In poetry’s mutual-backscratching world, everybody knows everybody else; so you’d do well to bet that my picking Lance Larsen’s “Work Experience” to recommend to you on this blog might well relate to some longstanding friendship, email correspondence, or Facebook friend-status. You’d be wrong. I’d never read his work before this poem; but somehow or another, Lance knows me. Because he has written a poem that seems, in the uncanny way good poems have, to have been written directly at me, across the distance, like a letter from a stranger that miraculously knows everything about you.

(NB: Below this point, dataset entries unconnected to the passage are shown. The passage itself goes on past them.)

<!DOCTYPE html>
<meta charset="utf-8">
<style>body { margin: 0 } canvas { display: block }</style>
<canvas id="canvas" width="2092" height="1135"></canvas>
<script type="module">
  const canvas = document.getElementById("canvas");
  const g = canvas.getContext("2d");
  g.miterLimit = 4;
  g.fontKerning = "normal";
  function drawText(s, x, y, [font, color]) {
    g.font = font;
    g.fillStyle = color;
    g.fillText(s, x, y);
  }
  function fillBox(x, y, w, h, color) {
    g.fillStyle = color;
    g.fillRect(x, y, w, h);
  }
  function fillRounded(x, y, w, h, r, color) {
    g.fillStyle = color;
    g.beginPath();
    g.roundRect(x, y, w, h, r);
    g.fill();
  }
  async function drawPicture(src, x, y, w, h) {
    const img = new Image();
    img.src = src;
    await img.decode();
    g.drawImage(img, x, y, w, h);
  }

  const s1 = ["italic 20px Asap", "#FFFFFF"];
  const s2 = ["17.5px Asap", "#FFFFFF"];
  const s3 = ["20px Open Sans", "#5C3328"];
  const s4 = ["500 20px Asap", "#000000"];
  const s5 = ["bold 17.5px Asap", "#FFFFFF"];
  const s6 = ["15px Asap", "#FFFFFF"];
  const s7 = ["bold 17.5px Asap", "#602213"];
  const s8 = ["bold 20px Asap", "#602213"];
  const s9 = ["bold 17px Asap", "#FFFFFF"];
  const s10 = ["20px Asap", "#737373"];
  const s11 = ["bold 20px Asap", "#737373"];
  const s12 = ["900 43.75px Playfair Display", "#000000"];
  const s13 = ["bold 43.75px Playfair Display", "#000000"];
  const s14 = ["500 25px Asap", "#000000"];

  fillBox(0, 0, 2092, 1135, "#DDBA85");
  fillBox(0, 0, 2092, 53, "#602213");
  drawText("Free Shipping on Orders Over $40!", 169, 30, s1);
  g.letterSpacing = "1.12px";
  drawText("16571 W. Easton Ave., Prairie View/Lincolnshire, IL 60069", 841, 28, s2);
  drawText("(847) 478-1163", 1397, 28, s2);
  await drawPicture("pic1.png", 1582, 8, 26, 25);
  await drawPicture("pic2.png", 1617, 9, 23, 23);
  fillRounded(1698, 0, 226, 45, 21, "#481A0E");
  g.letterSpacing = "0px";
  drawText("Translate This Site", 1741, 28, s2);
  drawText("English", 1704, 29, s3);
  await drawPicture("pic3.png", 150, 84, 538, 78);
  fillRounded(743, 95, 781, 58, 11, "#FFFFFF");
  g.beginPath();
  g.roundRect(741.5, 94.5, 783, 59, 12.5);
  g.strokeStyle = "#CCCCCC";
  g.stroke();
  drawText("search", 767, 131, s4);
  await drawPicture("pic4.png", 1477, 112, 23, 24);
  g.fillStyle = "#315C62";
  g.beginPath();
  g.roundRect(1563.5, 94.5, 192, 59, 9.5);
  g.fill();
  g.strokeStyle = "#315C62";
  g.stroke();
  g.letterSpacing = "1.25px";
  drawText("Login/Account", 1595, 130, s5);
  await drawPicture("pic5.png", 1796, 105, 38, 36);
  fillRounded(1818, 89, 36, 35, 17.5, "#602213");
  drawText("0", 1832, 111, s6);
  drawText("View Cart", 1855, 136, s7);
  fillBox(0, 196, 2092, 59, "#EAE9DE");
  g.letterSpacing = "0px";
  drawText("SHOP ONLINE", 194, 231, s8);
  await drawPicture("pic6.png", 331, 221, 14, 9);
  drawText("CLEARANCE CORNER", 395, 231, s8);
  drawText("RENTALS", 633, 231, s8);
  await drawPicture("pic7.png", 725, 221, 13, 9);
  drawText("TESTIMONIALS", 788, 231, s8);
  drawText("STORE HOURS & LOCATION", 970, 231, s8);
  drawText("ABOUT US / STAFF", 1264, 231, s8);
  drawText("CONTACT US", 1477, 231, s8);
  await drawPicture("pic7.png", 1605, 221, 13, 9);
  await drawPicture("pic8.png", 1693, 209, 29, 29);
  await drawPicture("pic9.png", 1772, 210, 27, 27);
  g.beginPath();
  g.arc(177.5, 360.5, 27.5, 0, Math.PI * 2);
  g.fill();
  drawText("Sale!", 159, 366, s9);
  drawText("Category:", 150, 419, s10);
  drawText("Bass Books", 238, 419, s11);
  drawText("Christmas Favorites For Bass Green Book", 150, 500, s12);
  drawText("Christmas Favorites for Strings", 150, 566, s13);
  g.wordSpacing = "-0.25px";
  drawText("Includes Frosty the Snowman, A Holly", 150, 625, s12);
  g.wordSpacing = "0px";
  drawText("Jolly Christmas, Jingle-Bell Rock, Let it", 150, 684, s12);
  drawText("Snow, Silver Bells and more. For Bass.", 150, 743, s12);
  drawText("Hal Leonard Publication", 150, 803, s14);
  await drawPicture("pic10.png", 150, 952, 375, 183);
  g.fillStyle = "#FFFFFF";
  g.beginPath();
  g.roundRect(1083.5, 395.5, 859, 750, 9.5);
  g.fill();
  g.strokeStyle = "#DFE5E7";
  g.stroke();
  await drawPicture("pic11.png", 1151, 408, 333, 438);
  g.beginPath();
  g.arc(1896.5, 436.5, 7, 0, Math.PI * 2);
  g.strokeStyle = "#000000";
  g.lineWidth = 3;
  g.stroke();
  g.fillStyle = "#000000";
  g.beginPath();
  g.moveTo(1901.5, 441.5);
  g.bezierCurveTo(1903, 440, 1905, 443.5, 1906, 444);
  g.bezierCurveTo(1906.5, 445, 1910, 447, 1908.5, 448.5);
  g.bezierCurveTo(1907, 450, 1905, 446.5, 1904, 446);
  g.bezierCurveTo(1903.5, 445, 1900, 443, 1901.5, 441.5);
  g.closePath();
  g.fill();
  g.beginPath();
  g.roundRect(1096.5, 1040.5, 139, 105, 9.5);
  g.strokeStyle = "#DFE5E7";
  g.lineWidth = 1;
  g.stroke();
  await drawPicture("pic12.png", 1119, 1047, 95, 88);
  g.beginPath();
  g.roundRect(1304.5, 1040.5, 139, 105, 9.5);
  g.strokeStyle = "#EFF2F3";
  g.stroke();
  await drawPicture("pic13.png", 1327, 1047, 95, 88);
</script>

“Work Experience” takes the form of a litany of past lives, an excellent and specific “inhabiting” of nonhuman and sometimes nonliving bodies. The trope of the transmigration of the soul as the odd jobs of a migrant worker is beyond brilliant–the occult bit of wordplay, transmigrant-migrant, implicit in the poem. This was bound to resonate with the Hindu in me.
Frankly that would have been enough to set the poem apart for me; but then he goes and presents this in the flippant-eloquent prose block form of the mad scenes in King Lear. One sees, in the world, what looms largest in one’s own mind; and I see King Lear everywhere, on one hand, and on the other hand, not nearly in enough places. It was good to hear the echo, intentional or unintentional, of Poor Tom/Edgar here:

KING LEAR
What hast thou been?

EDGAR
A serving-man, proud in heart and mind; that curled
my hair; wore gloves in my cap; served the lust of
my mistress’ heart, and did the act of darkness with
her; swore as many oaths as I spake words, and
broke them in the sweet face of heaven: one that
slept in the contriving of lust, and waked to do it:
wine loved I deeply, dice dearly: and in woman
out-paramoured the Turk: false of heart, light of
ear, bloody of hand; hog in sloth, fox in stealth,
wolf in greediness, dog in madness, lion in prey.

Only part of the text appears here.